O desafio adiante pode ser justamente encontrar um novo ponto de equilíbrio: balanços menos inchados — uma postura mais contracionista do ponto de vista patrimonial — convivendo, eventualmente, com juros mais baixos, em uma condução mais sofisticada e coerente da política monetária.
Ainda assim, a avaliação predominante é de que Warsh não altera de forma material o cenário-base para a economia americana. Permanecem válidas as expectativas de dois cortes de juros ao longo do ano, sempre condicionados à evolução dos dados, em um ambiente de crescimento ainda saudável, mercado de trabalho mais equilibrado e taxas próximas do nível neutro.
Nesse sentido, os movimentos observados nos mercados após o anúncio — fortalecimento do dólar, queda nos preços dos metais preciosos e leve alta dos juros de longo prazo — parecem refletir muito mais uma acomodação do recente movimento associado ao chamado debasement trade (tese de desvalorização das moedas fiduciárias) do que uma mudança estrutural de tendência.
Isso reforça a leitura de que Warsh foi percebido como o nome “mais seguro” entre os possíveis, capaz de reduzir incertezas sem provocar rupturas relevantes na condução da política monetária.
Em outras palavras, não enxergo a correção observada na reta final de janeiro como algo estruturalmente problemático.
Trata-se, sobretudo, de um movimento no qual investidores aproveitaram para realizar posições que haviam acumulado excessos ao longo do mês, em especial aquelas diretamente ligadas ao debasement trade, que impulsionou ativos reais e estimulou uma rotação geográfica de recursos, beneficiando de forma significativa mercados emergentes, como o Brasil.
Aliás, no mercado doméstico, janeiro foi excepcional, em grande parte impulsionado pelo forte fluxo estrangeiro.

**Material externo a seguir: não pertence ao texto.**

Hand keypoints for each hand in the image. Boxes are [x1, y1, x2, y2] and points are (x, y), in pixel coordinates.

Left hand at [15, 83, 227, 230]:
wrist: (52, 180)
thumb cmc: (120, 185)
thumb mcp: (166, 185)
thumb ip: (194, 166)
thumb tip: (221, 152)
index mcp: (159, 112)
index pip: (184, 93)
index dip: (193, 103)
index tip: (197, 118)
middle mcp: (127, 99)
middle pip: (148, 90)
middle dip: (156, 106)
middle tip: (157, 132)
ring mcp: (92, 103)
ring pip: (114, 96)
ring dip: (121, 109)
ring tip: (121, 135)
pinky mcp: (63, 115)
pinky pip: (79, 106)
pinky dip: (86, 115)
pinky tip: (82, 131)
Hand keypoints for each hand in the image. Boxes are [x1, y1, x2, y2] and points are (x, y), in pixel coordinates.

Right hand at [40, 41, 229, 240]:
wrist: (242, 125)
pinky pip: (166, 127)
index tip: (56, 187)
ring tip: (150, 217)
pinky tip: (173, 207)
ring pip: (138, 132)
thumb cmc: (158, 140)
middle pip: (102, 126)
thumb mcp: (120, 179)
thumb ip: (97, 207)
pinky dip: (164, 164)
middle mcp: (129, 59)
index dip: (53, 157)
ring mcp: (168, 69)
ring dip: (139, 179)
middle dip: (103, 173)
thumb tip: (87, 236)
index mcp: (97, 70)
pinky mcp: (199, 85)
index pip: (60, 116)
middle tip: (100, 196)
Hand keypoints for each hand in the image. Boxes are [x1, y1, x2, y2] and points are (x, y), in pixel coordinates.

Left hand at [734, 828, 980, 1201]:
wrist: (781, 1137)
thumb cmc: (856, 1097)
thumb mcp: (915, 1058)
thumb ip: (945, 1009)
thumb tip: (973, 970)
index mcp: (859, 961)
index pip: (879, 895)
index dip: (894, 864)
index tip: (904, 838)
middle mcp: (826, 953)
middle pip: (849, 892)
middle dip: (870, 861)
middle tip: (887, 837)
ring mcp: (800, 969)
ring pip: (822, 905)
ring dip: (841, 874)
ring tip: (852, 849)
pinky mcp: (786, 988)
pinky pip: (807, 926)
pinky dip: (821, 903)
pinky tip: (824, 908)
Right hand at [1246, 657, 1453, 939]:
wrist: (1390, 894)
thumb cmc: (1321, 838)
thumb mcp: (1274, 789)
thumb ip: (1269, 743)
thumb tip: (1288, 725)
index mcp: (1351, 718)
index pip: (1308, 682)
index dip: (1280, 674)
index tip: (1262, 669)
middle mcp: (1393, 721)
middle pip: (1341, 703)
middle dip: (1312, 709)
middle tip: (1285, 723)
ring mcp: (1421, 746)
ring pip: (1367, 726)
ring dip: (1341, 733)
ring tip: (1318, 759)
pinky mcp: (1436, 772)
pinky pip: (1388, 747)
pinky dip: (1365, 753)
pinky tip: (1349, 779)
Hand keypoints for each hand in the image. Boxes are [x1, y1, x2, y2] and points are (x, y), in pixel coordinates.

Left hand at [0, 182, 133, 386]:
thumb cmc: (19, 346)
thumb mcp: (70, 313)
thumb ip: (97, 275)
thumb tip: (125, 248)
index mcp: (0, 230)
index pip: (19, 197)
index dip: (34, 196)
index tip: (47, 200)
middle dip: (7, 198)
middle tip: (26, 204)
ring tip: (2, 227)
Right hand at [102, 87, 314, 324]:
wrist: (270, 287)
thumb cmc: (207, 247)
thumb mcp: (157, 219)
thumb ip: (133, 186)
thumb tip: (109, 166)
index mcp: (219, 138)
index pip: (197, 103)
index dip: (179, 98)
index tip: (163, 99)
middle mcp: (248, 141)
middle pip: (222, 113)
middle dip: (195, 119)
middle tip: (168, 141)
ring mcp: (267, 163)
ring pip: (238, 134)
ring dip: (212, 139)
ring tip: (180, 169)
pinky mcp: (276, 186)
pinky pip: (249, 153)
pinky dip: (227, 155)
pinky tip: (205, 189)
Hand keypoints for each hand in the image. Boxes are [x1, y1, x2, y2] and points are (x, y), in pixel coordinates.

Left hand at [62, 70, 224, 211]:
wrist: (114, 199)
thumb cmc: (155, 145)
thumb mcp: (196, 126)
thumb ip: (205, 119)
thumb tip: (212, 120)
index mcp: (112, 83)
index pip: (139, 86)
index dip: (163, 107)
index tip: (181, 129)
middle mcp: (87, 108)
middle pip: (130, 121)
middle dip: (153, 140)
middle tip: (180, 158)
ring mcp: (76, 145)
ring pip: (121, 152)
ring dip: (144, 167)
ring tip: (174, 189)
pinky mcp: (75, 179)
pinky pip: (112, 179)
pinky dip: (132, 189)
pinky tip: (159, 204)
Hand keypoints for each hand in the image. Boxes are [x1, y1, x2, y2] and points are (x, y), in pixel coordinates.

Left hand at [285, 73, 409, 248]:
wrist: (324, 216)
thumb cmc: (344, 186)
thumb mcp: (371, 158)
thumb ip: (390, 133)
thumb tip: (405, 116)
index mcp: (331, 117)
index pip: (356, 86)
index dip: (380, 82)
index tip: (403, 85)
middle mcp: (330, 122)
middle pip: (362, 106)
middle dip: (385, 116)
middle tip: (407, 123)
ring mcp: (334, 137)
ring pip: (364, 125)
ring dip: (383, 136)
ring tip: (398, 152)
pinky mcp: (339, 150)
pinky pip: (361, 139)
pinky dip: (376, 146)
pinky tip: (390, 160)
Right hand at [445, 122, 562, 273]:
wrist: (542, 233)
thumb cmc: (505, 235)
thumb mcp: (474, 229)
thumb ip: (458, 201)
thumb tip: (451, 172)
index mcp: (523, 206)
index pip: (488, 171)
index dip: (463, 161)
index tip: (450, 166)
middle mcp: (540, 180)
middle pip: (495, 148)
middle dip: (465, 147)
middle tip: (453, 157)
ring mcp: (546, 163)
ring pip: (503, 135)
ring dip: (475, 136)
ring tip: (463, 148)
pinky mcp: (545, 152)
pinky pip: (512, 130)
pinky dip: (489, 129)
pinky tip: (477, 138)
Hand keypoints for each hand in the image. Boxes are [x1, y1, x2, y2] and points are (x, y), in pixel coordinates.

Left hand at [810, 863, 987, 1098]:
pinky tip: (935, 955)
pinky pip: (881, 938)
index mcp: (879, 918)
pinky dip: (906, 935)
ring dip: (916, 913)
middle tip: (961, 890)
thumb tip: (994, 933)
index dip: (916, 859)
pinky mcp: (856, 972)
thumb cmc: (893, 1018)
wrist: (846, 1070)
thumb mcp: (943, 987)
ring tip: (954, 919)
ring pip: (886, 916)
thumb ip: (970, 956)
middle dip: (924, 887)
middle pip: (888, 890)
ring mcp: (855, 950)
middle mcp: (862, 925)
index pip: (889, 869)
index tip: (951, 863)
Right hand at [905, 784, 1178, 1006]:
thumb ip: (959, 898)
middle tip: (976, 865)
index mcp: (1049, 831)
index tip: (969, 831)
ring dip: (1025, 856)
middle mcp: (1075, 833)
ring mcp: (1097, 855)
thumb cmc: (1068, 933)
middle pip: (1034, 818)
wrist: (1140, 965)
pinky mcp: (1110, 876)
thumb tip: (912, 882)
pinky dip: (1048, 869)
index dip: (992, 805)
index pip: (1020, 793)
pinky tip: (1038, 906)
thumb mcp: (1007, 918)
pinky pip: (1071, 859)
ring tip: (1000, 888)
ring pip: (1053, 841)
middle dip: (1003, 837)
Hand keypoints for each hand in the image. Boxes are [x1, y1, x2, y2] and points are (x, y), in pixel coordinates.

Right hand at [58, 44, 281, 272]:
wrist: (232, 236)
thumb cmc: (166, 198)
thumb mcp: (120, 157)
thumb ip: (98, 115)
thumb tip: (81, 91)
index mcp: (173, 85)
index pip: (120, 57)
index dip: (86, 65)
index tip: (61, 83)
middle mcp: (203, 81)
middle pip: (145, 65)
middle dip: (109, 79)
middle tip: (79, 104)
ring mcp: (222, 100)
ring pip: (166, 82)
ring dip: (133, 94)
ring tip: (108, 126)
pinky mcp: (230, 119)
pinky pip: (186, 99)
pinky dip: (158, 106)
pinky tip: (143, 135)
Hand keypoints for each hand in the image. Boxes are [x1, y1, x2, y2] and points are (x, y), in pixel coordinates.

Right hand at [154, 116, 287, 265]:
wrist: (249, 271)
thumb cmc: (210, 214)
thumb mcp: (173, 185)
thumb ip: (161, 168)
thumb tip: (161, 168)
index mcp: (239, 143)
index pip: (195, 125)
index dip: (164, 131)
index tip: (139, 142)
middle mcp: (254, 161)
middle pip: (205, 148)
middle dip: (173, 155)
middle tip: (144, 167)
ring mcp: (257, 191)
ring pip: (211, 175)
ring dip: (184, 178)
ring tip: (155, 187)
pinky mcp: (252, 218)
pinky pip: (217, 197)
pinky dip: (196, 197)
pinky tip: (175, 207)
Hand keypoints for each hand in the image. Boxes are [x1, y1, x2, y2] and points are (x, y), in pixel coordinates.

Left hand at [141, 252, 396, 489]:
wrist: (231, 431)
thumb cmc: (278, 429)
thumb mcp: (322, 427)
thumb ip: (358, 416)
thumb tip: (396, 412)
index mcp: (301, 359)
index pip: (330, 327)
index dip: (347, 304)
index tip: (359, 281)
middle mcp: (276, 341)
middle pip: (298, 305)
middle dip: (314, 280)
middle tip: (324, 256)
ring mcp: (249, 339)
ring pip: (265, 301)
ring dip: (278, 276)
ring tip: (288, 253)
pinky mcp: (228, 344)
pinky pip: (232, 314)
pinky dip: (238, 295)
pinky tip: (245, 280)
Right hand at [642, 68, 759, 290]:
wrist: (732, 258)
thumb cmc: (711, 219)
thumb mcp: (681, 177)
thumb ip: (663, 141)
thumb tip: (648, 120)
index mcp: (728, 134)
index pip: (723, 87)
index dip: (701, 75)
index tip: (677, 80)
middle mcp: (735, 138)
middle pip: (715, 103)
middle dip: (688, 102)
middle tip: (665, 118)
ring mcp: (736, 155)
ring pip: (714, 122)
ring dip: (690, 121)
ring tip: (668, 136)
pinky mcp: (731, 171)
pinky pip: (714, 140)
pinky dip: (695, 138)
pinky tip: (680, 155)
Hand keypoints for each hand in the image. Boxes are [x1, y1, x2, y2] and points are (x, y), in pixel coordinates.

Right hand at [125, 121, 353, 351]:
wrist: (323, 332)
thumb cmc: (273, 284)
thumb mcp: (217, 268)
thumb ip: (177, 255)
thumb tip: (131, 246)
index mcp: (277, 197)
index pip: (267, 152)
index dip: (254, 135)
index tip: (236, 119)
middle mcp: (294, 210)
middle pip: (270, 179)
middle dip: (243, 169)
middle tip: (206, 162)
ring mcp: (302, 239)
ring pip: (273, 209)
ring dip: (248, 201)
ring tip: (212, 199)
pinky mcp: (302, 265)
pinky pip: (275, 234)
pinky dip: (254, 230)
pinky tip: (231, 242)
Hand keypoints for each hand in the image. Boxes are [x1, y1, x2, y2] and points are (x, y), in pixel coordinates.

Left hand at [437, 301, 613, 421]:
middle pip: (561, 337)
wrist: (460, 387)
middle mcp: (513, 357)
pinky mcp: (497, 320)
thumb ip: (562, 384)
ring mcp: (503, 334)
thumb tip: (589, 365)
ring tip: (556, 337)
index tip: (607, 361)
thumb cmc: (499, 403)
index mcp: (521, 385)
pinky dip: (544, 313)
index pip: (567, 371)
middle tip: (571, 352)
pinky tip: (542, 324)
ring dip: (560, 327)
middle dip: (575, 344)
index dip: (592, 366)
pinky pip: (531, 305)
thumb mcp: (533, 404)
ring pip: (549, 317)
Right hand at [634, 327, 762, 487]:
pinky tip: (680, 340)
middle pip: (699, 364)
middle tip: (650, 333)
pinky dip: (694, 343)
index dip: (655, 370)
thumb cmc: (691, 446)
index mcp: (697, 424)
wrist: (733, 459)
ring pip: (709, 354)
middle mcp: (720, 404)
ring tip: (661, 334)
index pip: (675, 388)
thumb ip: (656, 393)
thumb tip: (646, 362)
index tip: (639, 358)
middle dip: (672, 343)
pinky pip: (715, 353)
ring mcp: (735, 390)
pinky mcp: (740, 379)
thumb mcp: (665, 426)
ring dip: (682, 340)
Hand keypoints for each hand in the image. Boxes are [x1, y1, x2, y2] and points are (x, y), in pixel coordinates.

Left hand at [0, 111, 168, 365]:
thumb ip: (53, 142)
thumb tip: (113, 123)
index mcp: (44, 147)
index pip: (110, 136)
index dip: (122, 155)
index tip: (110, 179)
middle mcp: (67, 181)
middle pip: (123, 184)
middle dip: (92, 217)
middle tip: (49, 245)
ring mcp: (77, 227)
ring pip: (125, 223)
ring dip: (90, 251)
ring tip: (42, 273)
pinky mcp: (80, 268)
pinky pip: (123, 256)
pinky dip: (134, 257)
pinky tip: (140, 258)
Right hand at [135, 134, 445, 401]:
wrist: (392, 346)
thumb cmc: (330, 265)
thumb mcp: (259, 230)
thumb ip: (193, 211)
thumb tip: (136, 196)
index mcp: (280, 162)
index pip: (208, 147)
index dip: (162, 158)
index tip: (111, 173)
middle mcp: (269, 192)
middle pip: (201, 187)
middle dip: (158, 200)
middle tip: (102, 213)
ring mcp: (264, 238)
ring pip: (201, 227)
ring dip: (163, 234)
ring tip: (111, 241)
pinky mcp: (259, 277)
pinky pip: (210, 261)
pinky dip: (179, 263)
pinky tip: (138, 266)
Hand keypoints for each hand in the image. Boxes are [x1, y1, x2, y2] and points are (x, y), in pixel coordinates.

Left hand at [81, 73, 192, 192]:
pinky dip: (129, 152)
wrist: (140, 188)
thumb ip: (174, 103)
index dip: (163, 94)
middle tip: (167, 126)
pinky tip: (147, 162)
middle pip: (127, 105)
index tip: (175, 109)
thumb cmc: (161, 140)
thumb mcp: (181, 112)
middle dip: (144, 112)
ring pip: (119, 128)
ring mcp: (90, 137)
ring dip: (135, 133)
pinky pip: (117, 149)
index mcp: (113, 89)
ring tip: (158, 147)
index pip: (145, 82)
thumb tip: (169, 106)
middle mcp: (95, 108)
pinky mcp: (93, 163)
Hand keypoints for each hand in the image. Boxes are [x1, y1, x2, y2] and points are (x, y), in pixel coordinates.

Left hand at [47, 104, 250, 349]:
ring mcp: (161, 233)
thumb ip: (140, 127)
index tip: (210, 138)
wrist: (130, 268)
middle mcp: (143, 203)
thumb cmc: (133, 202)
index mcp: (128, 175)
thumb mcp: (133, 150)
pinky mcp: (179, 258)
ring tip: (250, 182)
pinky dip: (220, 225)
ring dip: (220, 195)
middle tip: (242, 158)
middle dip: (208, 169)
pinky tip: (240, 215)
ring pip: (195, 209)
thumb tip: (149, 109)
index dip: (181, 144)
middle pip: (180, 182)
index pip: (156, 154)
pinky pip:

Os números oficiais devem ser divulgados ao longo desta semana, mas, pelas estimativas disponíveis até aqui, a entrada líquida de capital externo superou R$ 25 bilhões — praticamente todo o volume aportado pelo investidor estrangeiro na bolsa brasileira ao longo de 2025.
Esse movimento sustentou volumes mais elevados de negociação e contribuiu para um ambiente claramente mais favorável aos ativos locais. O mês se encerrou com valorização próxima de 13% no principal índice de ações do país. No câmbio, o desempenho também foi expressivo: no acumulado de janeiro, o dólar recuou mais de 4% frente ao real.
Não me parece adequado interpretar esse movimento como algo pontual ou esgotado. A leitura é de que a tendência observada em 2025 tende a se estender ao menos ao longo deste ano, uma vez que os vetores que sustentam o debasement trade seguem presentes.
Entre eles, destacam-se a incerteza fiscal — especialmente nas economias desenvolvidas —, os ruídos institucionais dentro dos Estados Unidos, as rupturas de alianças históricas no arranjo geopolítico global e o próprio ciclo de flexibilização monetária.
Vale notar que, mesmo sendo percebido como marginalmente menos dovish do que outros concorrentes na disputa pela sucessão de Jerome Powell, Warsh ainda deverá conduzir cortes de juros, inclusive ao longo deste ano.
Nesse contexto, o movimento de pânico observado nos metais preciosos desde sexta-feira, após o anúncio de Warsh como futuro presidente do Federal Reserve, deve ser interpretado como uma correção saudável das condições de sobrecompra de curto prazo.
Ao retirar excessos e normalizar o comportamento dos preços, esse ajuste tende a dar mais sustentabilidade à tendência de médio prazo, abrindo espaço para a retomada do movimento anterior e, consequentemente, voltando a favorecer ativos de risco fora do eixo desenvolvido — incluindo, de forma relevante, os ativos brasileiros.